I think for CPU usage, we need to keep track of wall and CPU time. If you don't know the difference, please check https://en.wikipedia.org/wiki/Elapsed_real_time.
@armcknight, I'm pretty sure we already do that for profiling. Can you point us to the code, please?
Furthermore, @armcknight, does the profiling code also keep track of memory usage? If so, please show us the code.
I think this could answer the time questions https://kandelvijaya.com/2016/10/25/precisiontiminginios/. Also worth looking at this PR https://github.com/getsentry/sentry-cocoa/pull/2105.

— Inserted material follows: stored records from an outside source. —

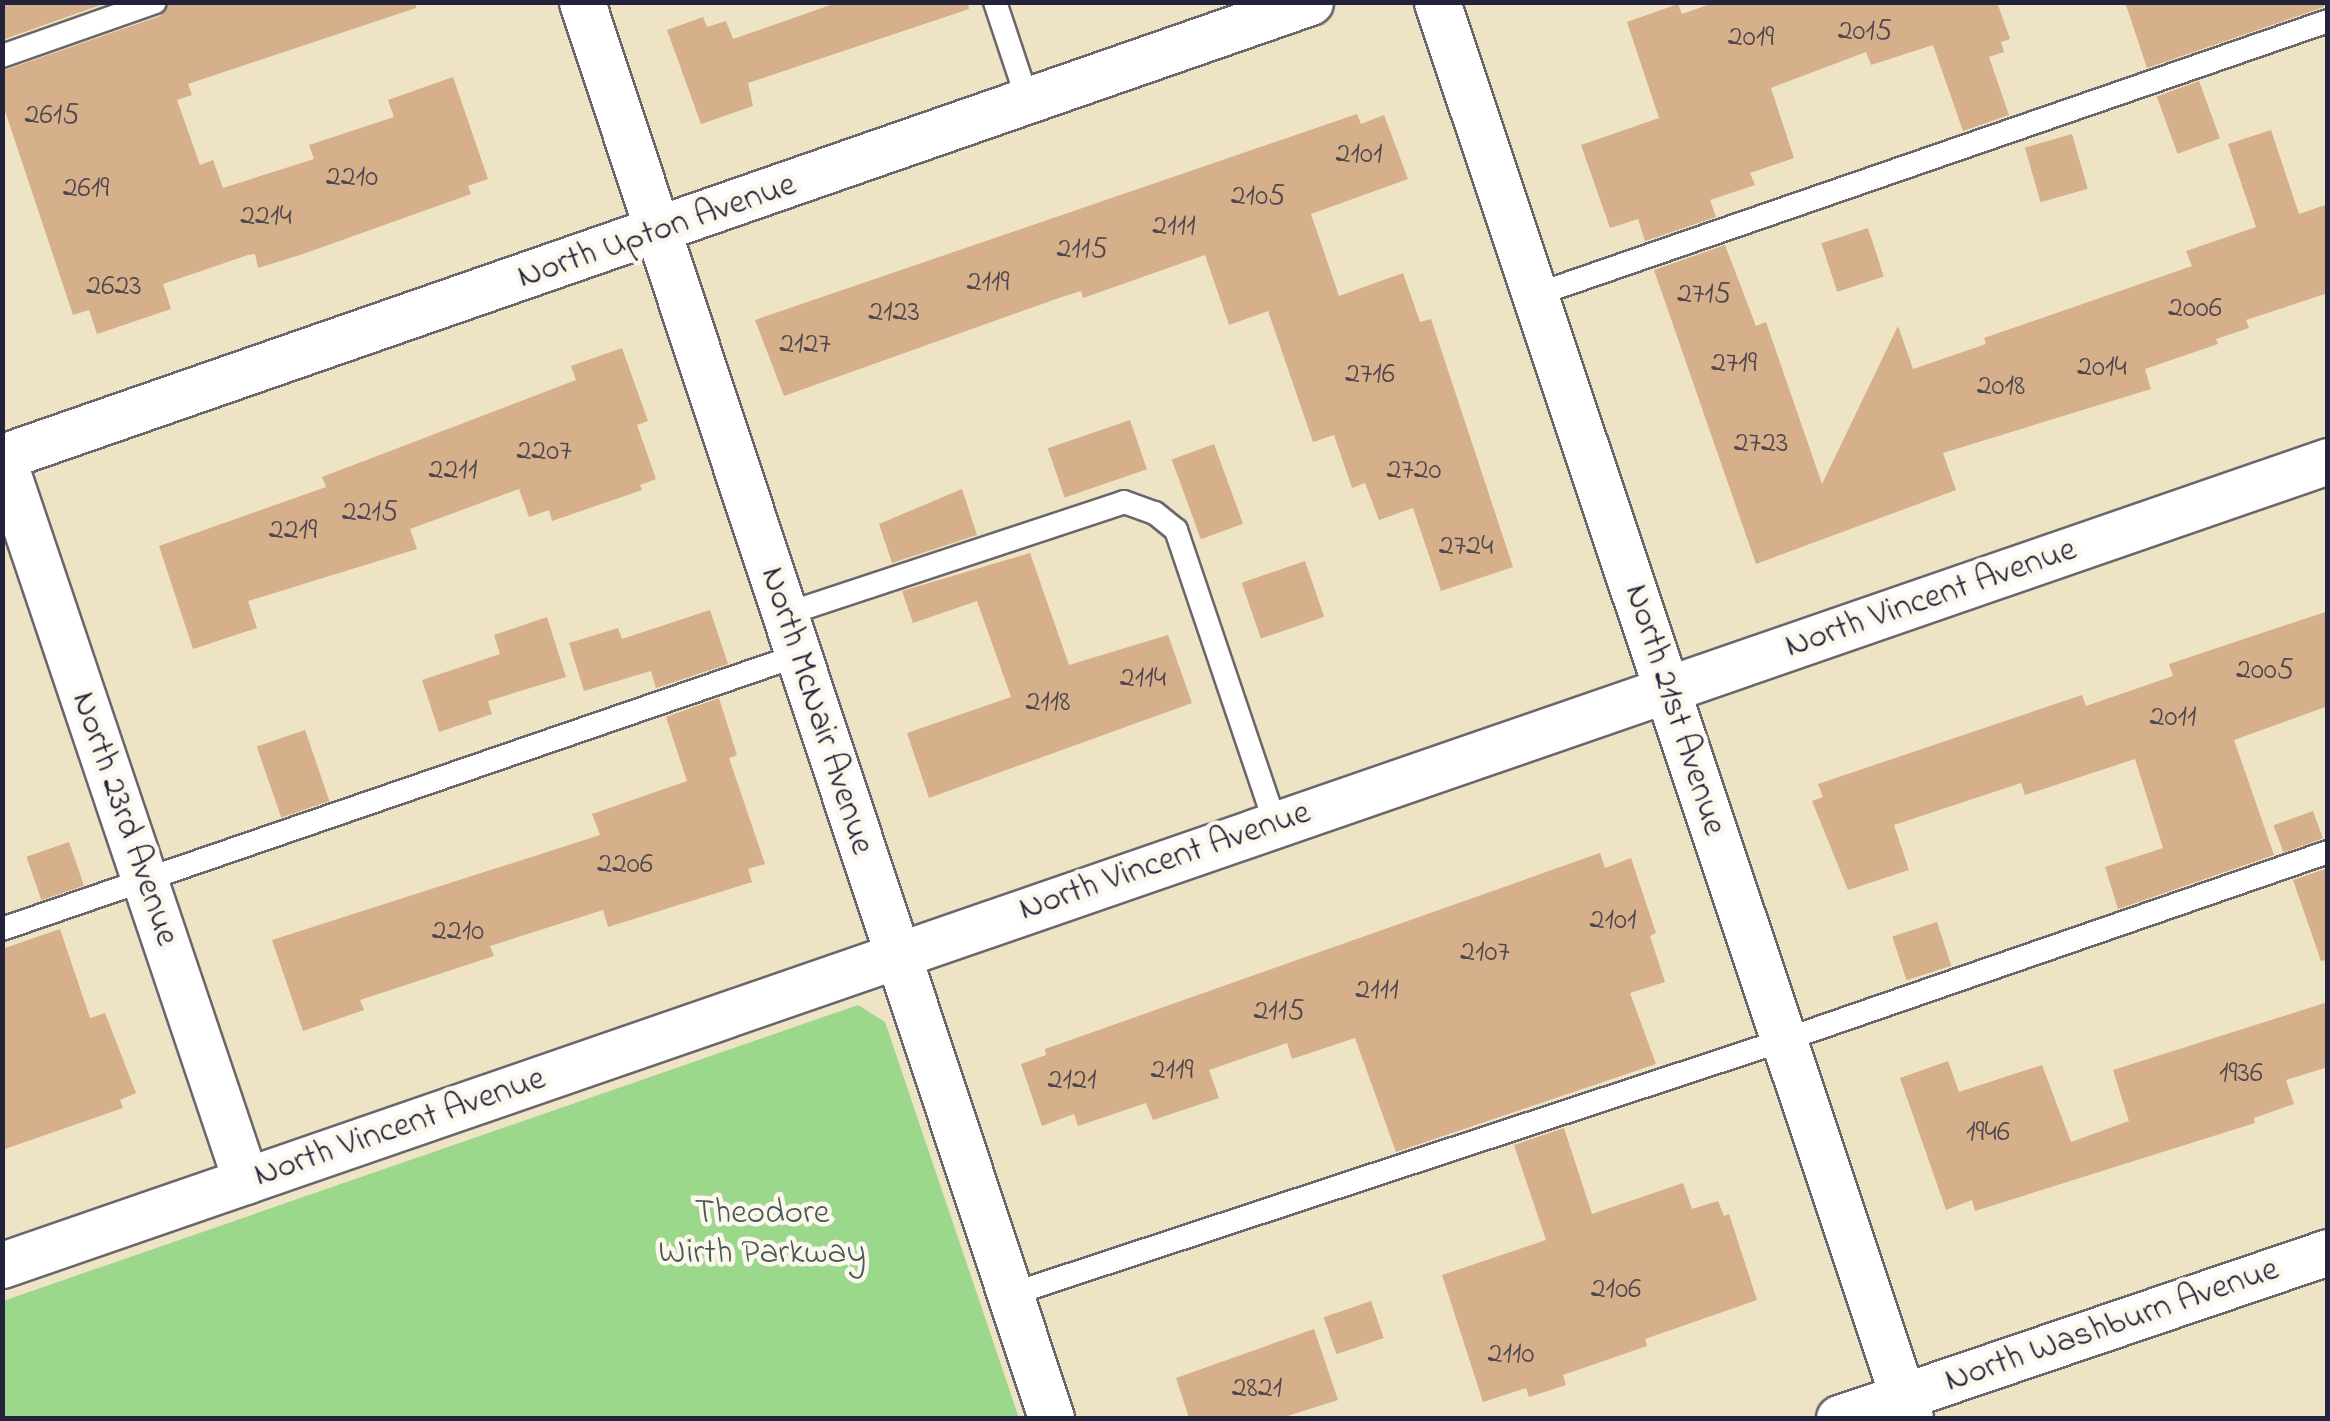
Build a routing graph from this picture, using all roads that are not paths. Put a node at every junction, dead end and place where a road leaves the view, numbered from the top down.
1 (155, 2) edge
2 (582, 2) edge
3 (995, 2) edge
4 (1310, 2) edge
5 (1437, 2) edge
6 (2328, 21) edge
7 (2, 56) edge
8 (1028, 101) junction
9 (656, 233) junction
10 (1535, 295) junction
11 (2, 457) edge
12 (2328, 462) edge
13 (792, 634) junction
14 (1666, 690) junction
15 (1274, 823) junction
16 (2328, 852) edge
17 (145, 880) junction
18 (2, 928) edge
19 (896, 957) junction
20 (1784, 1040) junction
21 (246, 1181) junction
22 (2328, 1252) edge
23 (2, 1265) edge
24 (1010, 1294) junction
25 (1906, 1408) edge
26 (1051, 1418) edge
27 (1839, 1418) edge

1 - 7 lane
2 - 9 street, North McNair Avenue
3 - 8 lane
4 - 8 street, North Upton Avenue
5 - 10 street, North 21st Avenue
6 - 10 lane
8 - 9 street, North Upton Avenue
9 - 11 street, North Upton Avenue
9 - 13 street, North McNair Avenue
10 - 14 street, North 21st Avenue
11 - 17 street, North 23rd Avenue
12 - 14 street, North Vincent Avenue
13 - 15 lane
13 - 17 lane
13 - 19 street, North McNair Avenue
14 - 15 street, North Vincent Avenue
14 - 20 street, North 21st Avenue
15 - 19 street, North Vincent Avenue
16 - 20 lane
17 - 18 lane
17 - 21 street, North 23rd Avenue
19 - 21 street, North Vincent Avenue
19 - 24 street, North McNair Avenue
20 - 24 lane
20 - 25 street, North 21st Avenue
21 - 23 street, North Vincent Avenue
22 - 25 street, North Washburn Avenue
24 - 26 street, North McNair Avenue
25 - 27 street, North Washburn Avenue

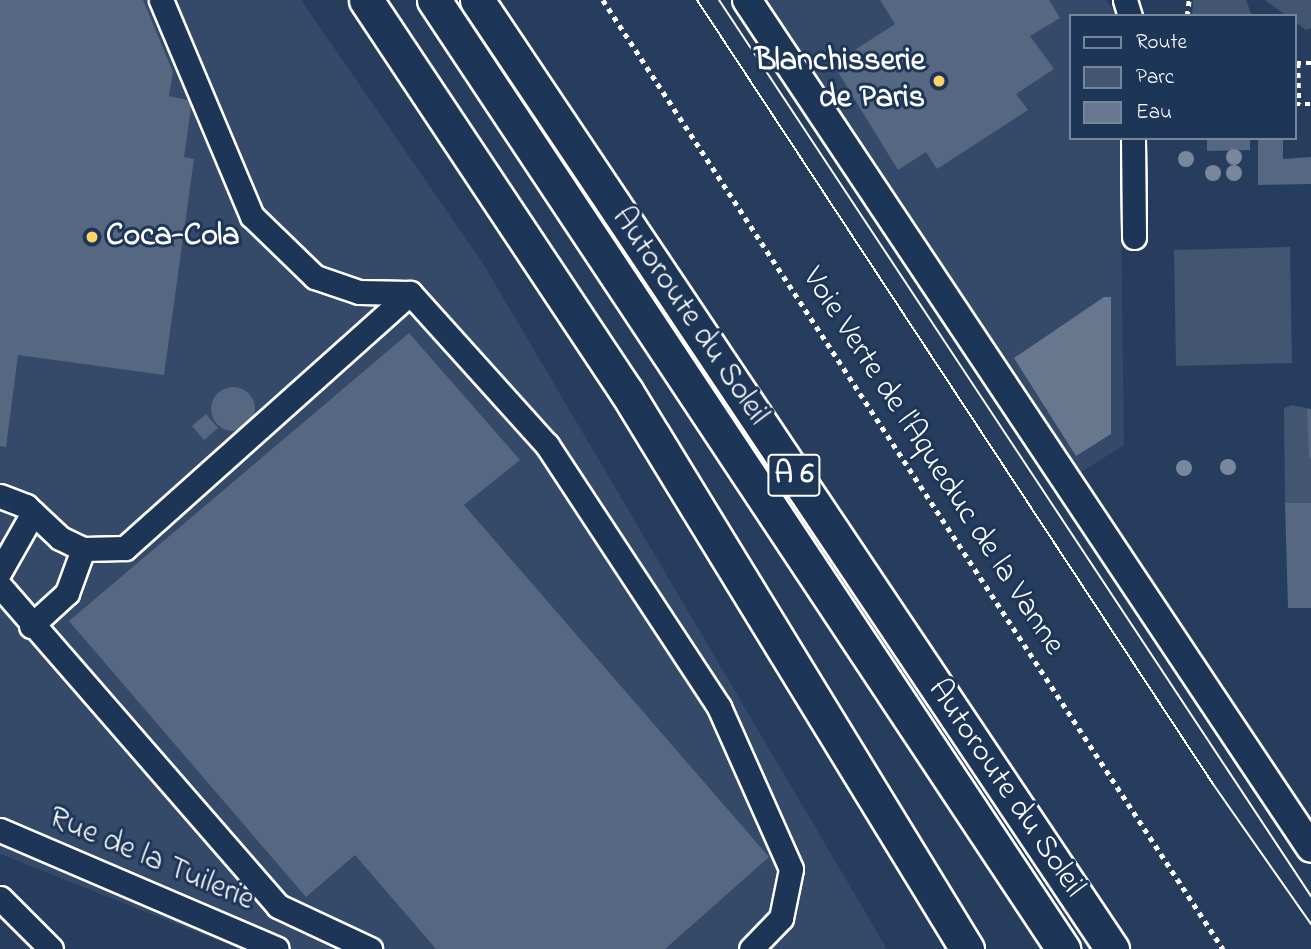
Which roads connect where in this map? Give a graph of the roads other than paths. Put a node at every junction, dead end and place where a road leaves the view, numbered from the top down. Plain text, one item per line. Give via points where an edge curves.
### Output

The profiler currently will collect backtraces per thread on a sampling interval: https://github.com/getsentry/sentry-cocoa/blob/e3d2bc4d5bf2c6d8d4f47ba4537936a8286fb05e/Sources/Sentry/SentryProfiler.mm#L151
and https://github.com/getsentry/sentry-cocoa/blob/e3d2bc4d5bf2c6d8d4f47ba4537936a8286fb05e/Sources/Sentry/SentrySamplingProfiler.cpp#L51
Each backtrace has a time appended to it, and we postprocess this in the backend to calculate frame durations. Here is where the backtrace time is recorded: https://github.com/getsentry/sentry-cocoa/blob/e3d2bc4d5bf2c6d8d4f47ba4537936a8286fb05e/Sources/Sentry/SentryBacktrace.cpp#L114
and the absoluteTime implementation: https://github.com/getsentry/sentry-cocoa/blob/e3d2bc4d5bf2c6d8d4f47ba4537936a8286fb05e/Sources/Sentry/SentryTime.mm#L11-L18
@kevinrenskers, could you please play around with the above code to find out how expensive it is to get the current CPU overhead, similar to what we do with slow and frozen frames?
Maybe we can use clock for the CPU time. Be aware that clock might return a higher number than getAbsoluteTime, if multiple cores of a process are active.
This has been superseded by mobile starfish and other endeavors.